Firstly, you need to choose a subdirectory to host your feed on. Calling it feed seems to be a fairly popular choice, so I decided to follow the crowd. Create a folder called feed at the base of your Jekyll site, and create an index.xml file inside with the following contents (obviously swapping the references to Recursive for your own site details) :

---
layout: nil
---
<?xml version="1.0" encoding="utf-8"?>
<feed xmlns="http://www.w3.org/2005/Atom">

 <title>Recursive</title>
 <link href="http://www.daveperrett.com/feed/" rel="self"/>
 <link href="http://www.daveperrett.com/"/>
 <updated>{{ site.time | date_to_xmlschema }}</updated>
 <id>http://www.daveperrett.com/</id>
 <author>
   <name>Recursive</name>
   <email>mail@recursive-design.com</email>
 </author>

 {% for post in site.posts %}
 <entry>
   <title>{{ post.title }}</title>
   <link href="http://www.daveperrett.com{{ post.url }}"/>
   <updated>{{ post.date | date_to_xmlschema }}</updated>
   <id>http://www.daveperrett.com{{ post.id }}</id>
   <content type="html">{{ post.content | xml_escape }}</content>
 </entry>
 {% endfor %}

</feed>

When you generate your site, this should create a feed/index.xml file in your generated ‘’_site’’ folder. Now if you go to http://your-site.com/feed/index.xml, you should see your generated RSS feed.

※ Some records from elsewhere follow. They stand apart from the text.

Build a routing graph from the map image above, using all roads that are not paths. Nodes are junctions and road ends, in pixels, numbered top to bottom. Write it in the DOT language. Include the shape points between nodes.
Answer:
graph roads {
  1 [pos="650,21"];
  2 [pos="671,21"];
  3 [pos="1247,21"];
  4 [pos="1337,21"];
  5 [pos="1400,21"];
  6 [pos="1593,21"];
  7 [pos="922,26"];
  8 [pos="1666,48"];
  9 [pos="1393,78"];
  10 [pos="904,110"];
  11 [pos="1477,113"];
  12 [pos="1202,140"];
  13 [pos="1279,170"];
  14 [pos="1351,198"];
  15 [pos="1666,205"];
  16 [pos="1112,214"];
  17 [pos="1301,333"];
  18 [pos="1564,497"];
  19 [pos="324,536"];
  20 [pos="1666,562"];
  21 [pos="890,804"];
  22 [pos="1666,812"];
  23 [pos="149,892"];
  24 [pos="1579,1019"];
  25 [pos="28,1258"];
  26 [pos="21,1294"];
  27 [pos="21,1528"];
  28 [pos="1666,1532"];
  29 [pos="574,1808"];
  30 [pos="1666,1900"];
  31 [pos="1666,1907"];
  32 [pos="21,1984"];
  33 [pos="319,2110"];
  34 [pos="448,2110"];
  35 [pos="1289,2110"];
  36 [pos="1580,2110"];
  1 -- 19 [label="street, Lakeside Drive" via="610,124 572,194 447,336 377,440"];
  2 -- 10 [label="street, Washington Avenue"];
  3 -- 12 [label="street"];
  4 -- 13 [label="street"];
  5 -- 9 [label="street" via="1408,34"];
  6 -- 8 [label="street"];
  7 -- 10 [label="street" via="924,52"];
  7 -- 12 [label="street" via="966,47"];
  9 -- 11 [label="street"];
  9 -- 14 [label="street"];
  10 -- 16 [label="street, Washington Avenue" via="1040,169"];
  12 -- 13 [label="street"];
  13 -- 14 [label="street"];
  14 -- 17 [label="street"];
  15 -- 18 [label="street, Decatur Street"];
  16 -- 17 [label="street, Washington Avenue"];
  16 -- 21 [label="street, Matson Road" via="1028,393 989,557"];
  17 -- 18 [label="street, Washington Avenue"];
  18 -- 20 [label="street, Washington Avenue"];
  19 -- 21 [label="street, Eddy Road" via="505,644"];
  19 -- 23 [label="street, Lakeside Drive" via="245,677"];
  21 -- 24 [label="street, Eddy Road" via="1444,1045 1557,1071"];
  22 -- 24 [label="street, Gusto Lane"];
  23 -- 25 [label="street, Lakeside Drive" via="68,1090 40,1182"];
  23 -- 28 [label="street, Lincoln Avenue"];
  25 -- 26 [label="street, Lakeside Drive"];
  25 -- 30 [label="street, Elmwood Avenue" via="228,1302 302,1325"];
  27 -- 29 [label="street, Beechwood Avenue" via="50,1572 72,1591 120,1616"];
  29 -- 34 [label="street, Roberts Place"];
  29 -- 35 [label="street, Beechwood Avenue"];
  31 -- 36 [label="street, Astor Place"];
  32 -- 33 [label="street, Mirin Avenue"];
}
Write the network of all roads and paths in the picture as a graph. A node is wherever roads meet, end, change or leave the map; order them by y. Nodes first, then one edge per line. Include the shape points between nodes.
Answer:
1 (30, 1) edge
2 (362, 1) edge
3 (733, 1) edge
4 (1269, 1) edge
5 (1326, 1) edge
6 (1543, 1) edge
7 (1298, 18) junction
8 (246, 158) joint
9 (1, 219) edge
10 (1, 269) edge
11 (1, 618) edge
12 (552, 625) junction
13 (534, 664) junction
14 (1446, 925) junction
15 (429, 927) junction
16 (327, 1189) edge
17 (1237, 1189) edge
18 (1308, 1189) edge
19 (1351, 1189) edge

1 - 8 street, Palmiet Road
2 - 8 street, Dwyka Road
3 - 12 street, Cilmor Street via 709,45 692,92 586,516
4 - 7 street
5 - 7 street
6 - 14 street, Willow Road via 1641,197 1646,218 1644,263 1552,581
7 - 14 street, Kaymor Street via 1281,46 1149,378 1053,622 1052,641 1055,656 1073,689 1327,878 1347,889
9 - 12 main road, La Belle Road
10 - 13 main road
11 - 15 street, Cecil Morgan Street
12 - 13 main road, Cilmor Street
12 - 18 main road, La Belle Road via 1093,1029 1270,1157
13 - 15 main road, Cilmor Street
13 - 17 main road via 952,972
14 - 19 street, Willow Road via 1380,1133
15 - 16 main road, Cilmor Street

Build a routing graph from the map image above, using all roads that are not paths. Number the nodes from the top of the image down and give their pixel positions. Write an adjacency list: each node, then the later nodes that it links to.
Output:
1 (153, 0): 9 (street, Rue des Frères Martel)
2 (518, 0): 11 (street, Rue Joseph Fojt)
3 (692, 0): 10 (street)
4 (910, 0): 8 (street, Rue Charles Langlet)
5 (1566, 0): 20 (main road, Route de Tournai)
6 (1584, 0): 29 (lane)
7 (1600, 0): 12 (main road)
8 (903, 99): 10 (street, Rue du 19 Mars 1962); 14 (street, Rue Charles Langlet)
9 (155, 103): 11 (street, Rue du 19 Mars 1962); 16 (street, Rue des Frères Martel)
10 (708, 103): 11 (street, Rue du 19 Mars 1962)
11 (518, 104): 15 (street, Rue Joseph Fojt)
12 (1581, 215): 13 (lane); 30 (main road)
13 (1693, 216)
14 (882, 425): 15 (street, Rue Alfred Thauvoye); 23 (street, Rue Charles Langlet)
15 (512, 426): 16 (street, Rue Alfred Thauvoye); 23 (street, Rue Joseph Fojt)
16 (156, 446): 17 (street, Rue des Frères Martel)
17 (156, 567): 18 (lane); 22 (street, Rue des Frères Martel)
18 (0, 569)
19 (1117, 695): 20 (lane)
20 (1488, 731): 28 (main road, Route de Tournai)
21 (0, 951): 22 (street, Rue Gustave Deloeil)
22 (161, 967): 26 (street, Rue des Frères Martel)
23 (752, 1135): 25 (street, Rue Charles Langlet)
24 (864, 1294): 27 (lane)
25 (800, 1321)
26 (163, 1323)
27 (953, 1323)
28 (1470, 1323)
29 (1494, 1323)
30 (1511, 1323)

That trailing index.xml is a little ugly, so the next step is to get your feed to appear when users access the /feed/ folder directly. I serve everything with nginx, where we can use the index directive to set the index file for a folder :

location /feed {
    index index.xml;
}

You can achieve the same result in Apache using the DirectoryIndex directive :

DirectoryIndex index.xml

Restart your webserver and you should be able to see your feed at http://your-site.com/feed/ without the trailing index.xml.

Now that our feed is up and running, we want to add it to FeedBurner. Add a new feed at FeedBurner pointing to your http://your-site.com/feed/ directory :

Add Feed

After clicking next a few times, you should get a FeedBurner URL for your feed :

Added Feed

Now things get a little more complicated - we want to redirect everyone to our new feed URL, but we still want FeedBurner to be able to see the original feed from our site (we don’t want to redirect FeedBurner back to themselves). We can achieve this with a little nginx trickery, building on our previous nginx change :

location /feed {
    index index.xml;

    # Feedburner redirect
    set $feed_redirect 'http://feeds.feedburner.com/your-site/WnKh';
    if ($http_user_agent ~* "FeedBurner") {
        set $feed_redirect '';
    }
    if ($http_user_agent ~* "FeedValidator") {
        set $feed_redirect '';
    }
    if ($feed_redirect ~* "^(.+)$") {
        rewrite ^ $feed_redirect? permanent;
    }
}

What this does is allow anyone with FeedBurner or FeedValidator in their user agent to access our original feed, but redirects everyone else to the new FeedBurner feed. It’s a good idea to check that your feed is still working after this step at feedvalidator.org.

Once you’ve confirmed that your feed is still valid, you’re done!